── PROVIDED DATA

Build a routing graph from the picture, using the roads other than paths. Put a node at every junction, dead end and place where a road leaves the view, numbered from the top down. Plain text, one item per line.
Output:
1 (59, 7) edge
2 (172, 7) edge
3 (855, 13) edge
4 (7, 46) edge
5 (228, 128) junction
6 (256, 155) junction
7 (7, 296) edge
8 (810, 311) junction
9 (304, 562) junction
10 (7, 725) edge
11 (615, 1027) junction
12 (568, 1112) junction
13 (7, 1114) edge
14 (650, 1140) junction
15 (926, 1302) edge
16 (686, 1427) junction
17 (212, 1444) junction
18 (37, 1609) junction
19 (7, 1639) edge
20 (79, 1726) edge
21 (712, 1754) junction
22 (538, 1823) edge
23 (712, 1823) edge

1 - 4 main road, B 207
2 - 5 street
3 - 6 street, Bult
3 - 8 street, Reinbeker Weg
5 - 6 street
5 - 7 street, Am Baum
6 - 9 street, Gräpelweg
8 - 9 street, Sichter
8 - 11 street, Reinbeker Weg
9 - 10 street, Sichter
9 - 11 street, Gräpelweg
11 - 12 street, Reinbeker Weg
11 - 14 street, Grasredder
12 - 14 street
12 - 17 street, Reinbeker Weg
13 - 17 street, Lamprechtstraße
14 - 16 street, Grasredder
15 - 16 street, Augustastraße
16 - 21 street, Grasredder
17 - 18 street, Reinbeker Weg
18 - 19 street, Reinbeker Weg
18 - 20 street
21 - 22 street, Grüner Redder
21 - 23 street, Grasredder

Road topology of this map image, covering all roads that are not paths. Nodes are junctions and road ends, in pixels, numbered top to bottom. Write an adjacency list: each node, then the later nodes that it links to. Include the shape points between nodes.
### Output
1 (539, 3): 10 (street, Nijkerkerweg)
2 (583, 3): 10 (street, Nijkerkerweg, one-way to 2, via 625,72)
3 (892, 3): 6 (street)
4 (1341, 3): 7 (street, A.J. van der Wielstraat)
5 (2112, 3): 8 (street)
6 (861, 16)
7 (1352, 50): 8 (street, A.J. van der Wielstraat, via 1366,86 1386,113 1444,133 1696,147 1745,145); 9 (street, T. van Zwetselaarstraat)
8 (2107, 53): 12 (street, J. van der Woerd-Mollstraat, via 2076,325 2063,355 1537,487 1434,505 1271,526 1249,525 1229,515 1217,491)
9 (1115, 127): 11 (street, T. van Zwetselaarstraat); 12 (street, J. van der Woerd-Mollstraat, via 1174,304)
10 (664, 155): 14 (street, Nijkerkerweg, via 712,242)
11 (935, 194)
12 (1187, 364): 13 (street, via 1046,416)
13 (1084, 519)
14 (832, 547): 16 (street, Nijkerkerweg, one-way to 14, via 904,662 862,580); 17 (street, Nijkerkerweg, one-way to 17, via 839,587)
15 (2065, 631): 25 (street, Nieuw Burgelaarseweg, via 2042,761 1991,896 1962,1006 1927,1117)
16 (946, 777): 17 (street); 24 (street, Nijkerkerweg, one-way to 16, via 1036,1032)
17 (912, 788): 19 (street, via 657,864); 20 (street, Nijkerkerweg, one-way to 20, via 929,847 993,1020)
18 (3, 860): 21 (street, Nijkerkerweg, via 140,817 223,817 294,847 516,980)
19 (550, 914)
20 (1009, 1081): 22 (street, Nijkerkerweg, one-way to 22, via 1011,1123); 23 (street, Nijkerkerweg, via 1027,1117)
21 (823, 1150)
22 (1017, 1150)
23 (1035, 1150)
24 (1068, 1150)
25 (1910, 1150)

────

## EXERCISE OBJECTIVE:
Up to and including the line with "Road topology of", restate the records above word for word from the very first line.

## REPLY TO THE TASK:
Build a routing graph from the picture, using the roads other than paths. Put a node at every junction, dead end and place where a road leaves the view, numbered from the top down. Plain text, one item per line.
Output:
1 (59, 7) edge
2 (172, 7) edge
3 (855, 13) edge
4 (7, 46) edge
5 (228, 128) junction
6 (256, 155) junction
7 (7, 296) edge
8 (810, 311) junction
9 (304, 562) junction
10 (7, 725) edge
11 (615, 1027) junction
12 (568, 1112) junction
13 (7, 1114) edge
14 (650, 1140) junction
15 (926, 1302) edge
16 (686, 1427) junction
17 (212, 1444) junction
18 (37, 1609) junction
19 (7, 1639) edge
20 (79, 1726) edge
21 (712, 1754) junction
22 (538, 1823) edge
23 (712, 1823) edge

1 - 4 main road, B 207
2 - 5 street
3 - 6 street, Bult
3 - 8 street, Reinbeker Weg
5 - 6 street
5 - 7 street, Am Baum
6 - 9 street, Gräpelweg
8 - 9 street, Sichter
8 - 11 street, Reinbeker Weg
9 - 10 street, Sichter
9 - 11 street, Gräpelweg
11 - 12 street, Reinbeker Weg
11 - 14 street, Grasredder
12 - 14 street
12 - 17 street, Reinbeker Weg
13 - 17 street, Lamprechtstraße
14 - 16 street, Grasredder
15 - 16 street, Augustastraße
16 - 21 street, Grasredder
17 - 18 street, Reinbeker Weg
18 - 19 street, Reinbeker Weg
18 - 20 street
21 - 22 street, Grüner Redder
21 - 23 street, Grasredder

Road topology of this map image, covering all roads that are not paths. Nodes are junctions and road ends, in pixels, numbered top to bottom. Write an adjacency list: each node, then the later nodes that it links to. Include the shape points between nodes.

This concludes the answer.